I studied and studied but only got 80-something percent on the tests. I don’t mean to sound spoiled or anything but I’m used to getting really high scores, near 100%, without even trying very hard. Except English classes. I took this class for an elective because I needed it for another elective class I wanted. I ended up living and breathing just to see if I could get a good grade. Even now the lessons feel I jammed a square peg into a round head, or maybe a round peg into a blockhead.

The final grade was posted yesterday. 4.0, it is sweet. It is delicious. It is win. It is victory.

Congratulations! I understand the sense of accomplishment from that; I’m back in school now, and while I never got terrible grades (I was generally in the 70s or so, more due to lack of effort than lack of ability), I’m discovering a new way to study and getting better grades, and I’m generally happy with it. I’m hovering around a 3.5 GPA, which isn’t really all that bad for Mechanical Engineering (and my relatively old rusty brain!), and that’s my minimum target…anything better is just icing on the cake!

I’m still super-proud of my 93% in Ordinary Differential Equations, and I’ll take my B (75 ish) in Partial Differentials any day!

Sweated blood over my first (post-grad) Law subject. Stayed awake for three days when I realised I had to write a 10,000 word research paper. Just found out I got First Class Honours.

I skied the “Highest Permanantly Established” ski area*. Mt. Chacaltaya, in Bolivia. Glacier outside of La Paz. Had to grab a wire driven by a rigged-up Chevy 350 with a metal hook you had to wrap around your waist when you got to the top. Actually had to “leap” over a cravass at one point. Passed out in the taxi back to La Paz on the way back from oxygen deprevation. Just about 2x higher than my normal skiing altitude.

I actually shreaded that MF’ing joint!* Took the longest skis they had available (180’s, with 1/4 of an edge ripped off- I normally skied 205’s) and proceeded to carve turns and do shit no one there (maybe 20-25 others) had ever thought possible. Actually had one kid come up and ask for a freakin’ autograph as I was slowly passing out in the “lodge”! Didn’t have any gloves and didn’t care. Easter Sunday, 1984. Also my sister’s birthday, as I recall. Got pictures to prove it, too! :wink:

Kinda sad, now. The glacier has melted, as I read in National Geographic.
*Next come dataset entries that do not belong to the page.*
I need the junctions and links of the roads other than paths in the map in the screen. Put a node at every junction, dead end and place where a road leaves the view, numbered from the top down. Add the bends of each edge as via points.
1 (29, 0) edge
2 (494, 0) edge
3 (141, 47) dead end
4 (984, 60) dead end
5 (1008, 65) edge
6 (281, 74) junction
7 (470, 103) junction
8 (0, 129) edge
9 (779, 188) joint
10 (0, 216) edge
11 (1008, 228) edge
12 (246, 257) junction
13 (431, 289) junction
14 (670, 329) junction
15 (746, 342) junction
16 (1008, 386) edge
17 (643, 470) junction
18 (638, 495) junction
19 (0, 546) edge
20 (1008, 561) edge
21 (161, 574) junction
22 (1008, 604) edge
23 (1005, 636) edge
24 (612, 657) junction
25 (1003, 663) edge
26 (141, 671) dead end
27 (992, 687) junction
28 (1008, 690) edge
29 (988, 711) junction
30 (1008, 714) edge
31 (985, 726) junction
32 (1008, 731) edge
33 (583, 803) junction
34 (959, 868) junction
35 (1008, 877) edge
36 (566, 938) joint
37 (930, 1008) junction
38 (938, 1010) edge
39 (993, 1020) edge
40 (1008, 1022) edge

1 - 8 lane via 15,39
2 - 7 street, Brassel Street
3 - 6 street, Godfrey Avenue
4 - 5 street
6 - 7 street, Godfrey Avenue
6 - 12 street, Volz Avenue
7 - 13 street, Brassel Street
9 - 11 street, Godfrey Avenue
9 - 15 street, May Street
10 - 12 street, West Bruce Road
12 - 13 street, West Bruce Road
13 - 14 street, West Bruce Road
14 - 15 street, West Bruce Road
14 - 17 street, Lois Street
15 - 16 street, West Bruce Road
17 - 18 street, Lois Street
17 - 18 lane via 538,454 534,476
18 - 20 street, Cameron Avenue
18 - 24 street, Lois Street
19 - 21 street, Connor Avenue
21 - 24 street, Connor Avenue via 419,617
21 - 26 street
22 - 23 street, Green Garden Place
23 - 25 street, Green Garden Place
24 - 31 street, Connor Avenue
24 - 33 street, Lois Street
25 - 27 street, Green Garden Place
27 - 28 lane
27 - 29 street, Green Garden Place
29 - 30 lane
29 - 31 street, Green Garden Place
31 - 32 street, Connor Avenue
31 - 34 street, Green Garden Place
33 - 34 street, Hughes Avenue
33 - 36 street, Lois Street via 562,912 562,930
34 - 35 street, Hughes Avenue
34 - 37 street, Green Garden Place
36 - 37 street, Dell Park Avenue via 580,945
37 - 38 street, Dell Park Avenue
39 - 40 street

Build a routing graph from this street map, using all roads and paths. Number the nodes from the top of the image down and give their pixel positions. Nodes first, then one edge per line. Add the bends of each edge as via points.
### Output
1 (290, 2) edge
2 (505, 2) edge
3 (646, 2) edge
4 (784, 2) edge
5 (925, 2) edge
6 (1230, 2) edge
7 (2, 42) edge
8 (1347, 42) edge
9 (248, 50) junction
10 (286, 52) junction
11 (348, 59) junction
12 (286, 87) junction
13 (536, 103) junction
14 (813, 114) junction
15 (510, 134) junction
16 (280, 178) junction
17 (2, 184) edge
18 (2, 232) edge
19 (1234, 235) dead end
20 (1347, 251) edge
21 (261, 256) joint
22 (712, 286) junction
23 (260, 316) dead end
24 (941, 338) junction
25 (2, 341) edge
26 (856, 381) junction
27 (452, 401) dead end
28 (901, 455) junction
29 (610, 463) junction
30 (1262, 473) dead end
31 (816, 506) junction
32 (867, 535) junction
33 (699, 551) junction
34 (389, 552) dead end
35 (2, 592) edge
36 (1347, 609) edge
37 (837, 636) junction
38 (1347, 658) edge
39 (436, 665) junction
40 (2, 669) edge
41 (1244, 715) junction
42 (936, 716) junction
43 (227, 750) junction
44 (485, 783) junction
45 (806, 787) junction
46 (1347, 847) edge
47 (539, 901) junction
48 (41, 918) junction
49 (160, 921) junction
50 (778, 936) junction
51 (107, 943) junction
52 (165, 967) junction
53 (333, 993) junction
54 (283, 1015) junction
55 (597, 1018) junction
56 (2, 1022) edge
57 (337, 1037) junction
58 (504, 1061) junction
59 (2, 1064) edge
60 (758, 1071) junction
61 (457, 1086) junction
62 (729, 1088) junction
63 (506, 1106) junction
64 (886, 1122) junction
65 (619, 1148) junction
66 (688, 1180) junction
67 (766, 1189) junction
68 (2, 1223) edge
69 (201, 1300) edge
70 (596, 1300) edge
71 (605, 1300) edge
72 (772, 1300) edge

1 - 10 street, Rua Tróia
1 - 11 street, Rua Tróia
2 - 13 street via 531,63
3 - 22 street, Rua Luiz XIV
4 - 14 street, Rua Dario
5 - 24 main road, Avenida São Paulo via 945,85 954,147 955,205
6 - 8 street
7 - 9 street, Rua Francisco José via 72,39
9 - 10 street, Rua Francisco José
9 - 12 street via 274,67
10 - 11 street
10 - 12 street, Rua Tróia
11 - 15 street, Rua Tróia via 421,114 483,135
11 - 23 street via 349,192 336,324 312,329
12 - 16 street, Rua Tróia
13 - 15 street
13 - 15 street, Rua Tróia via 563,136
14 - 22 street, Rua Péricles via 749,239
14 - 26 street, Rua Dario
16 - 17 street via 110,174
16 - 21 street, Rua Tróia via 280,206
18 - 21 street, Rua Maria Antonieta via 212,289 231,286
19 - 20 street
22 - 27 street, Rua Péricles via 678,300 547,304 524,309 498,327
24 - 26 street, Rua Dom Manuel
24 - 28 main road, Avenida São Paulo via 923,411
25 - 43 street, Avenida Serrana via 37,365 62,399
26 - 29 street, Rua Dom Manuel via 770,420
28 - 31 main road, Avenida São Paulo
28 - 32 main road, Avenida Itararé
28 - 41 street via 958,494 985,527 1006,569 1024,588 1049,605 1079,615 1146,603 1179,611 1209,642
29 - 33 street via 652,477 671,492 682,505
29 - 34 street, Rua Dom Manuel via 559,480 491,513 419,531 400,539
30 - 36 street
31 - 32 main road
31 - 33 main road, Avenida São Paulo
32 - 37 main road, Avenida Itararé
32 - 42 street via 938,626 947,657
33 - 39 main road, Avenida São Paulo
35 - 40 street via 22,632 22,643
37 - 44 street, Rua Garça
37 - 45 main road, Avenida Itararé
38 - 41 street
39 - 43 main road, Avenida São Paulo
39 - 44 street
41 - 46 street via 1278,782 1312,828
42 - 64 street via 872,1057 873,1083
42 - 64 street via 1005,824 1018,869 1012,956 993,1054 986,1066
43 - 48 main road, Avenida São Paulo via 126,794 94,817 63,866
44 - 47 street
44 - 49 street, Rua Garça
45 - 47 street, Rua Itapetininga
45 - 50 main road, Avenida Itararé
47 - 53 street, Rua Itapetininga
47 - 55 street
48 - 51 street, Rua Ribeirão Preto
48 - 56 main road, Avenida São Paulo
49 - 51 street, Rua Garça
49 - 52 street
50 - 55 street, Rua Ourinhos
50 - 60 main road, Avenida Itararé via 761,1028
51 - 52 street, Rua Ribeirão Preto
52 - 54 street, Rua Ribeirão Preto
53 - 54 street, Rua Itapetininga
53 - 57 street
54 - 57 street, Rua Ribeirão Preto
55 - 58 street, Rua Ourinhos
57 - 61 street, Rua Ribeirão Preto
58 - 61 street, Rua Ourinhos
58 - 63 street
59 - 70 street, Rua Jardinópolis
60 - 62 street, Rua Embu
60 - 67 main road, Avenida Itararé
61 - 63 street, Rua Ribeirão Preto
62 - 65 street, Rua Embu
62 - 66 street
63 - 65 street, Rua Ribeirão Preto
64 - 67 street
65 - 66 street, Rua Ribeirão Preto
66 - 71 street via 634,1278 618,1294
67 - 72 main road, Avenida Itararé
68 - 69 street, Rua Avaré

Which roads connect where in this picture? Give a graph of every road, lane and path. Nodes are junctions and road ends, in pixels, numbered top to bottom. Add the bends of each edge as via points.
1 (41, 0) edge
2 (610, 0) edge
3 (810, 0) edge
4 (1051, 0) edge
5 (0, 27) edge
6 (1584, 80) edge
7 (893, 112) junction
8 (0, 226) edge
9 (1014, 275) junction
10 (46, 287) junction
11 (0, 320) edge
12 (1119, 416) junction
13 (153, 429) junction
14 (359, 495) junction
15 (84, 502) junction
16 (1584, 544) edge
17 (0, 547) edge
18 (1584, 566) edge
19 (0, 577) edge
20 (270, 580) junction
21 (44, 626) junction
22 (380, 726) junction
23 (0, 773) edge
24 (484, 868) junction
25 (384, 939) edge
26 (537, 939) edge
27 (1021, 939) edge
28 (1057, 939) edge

*17,250ft. Nat’l Geo., June 2007. The top photo on page 59 actually shows the “lodge” and the tow-rope.

Congrats everyone!

When I studied linguistics we had a take home exam to be completed over the weekend. It was a kind of logic puzzle, using a fictional language. It was fun, and I knocked it off in a couple of hours. Come monday morning, in the student cafeteria, the rest of the class shows up, because they know where I have my morning coffee, and not one of them was able to work out the puzzle. So I told them all the answer and that was that.

Except I kept one tiny tiny piece of information to myself, the piece that made the puzzle complete (instead of just seemingly complete). Our proffessor gave most people about 100 percent for getting the right answer, and gave me 110%. When I spoke to her later she just told me that she knew I gave everyone else the answer but she wasn’t going to make a big deal of it.

So I’ve scored higher that the theoretical 100% limit on a test at university. Yay me.